Brooklynites know Metropolitan Avenue as an east-west thoroughfare dividing the north and south sections of Williamsburg (though others consider Grand Street the true divider). It’s a street that holds some sentiment for me, as in 2010 lamppost maven Bob Mulero and I curated a NYC lamppost exhibition at the City Reliquary at 370 Metropolitan Avenue at Havemeyer Street.
I took advantage of a sunny weekend day to march the entire 13 miles (or so my iPhone indicated) of Metropolitan Avenue from the East River waterfront all the way to Jamaica, where Metropolitan peters out at the Van Wyck Expressway and Jamaica Avenue. It’s a relatively easy walk, which took me about six hours since I was constantly stopping for photographs. If you want a real workout and you’re younger than I am, you could probably power-walk the whole length in less than five hours, especially if you have good luck catching green lights.
Metropolitan Avenue was laid out in the early 19th century as the Williamsburg and Jamaica Plank Road, and was tolled in various locations. It was a farm-to-market road plied by farmers bringing wares to East River barges and then back east through fields and meadows to the town of Jamaica.
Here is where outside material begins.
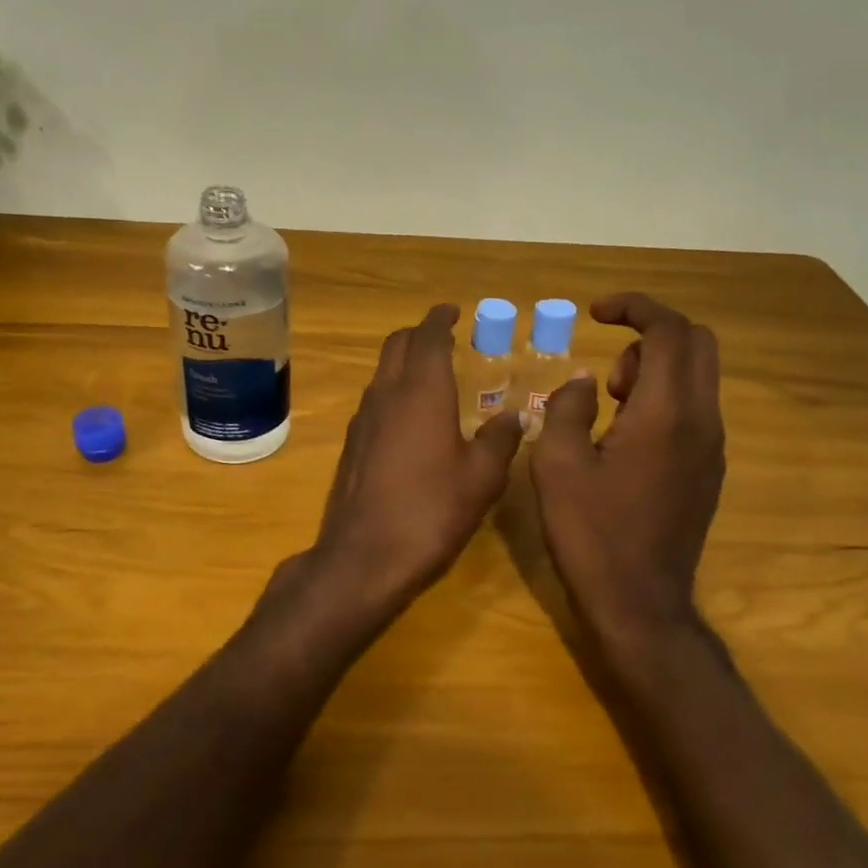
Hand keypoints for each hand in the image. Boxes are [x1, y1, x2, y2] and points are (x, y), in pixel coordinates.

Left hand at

The land was sparsely settled in the early days, and the plank road was intersected only by Fresh Pond Road, 80th Street and Woodhaven Boulevard, which were all differently named then. It ran through the lost communities of Winantville and Columbusville, as well as a locale whose name is still used today, Middle Village, so named for its central location between Williamsburg and Jamaica.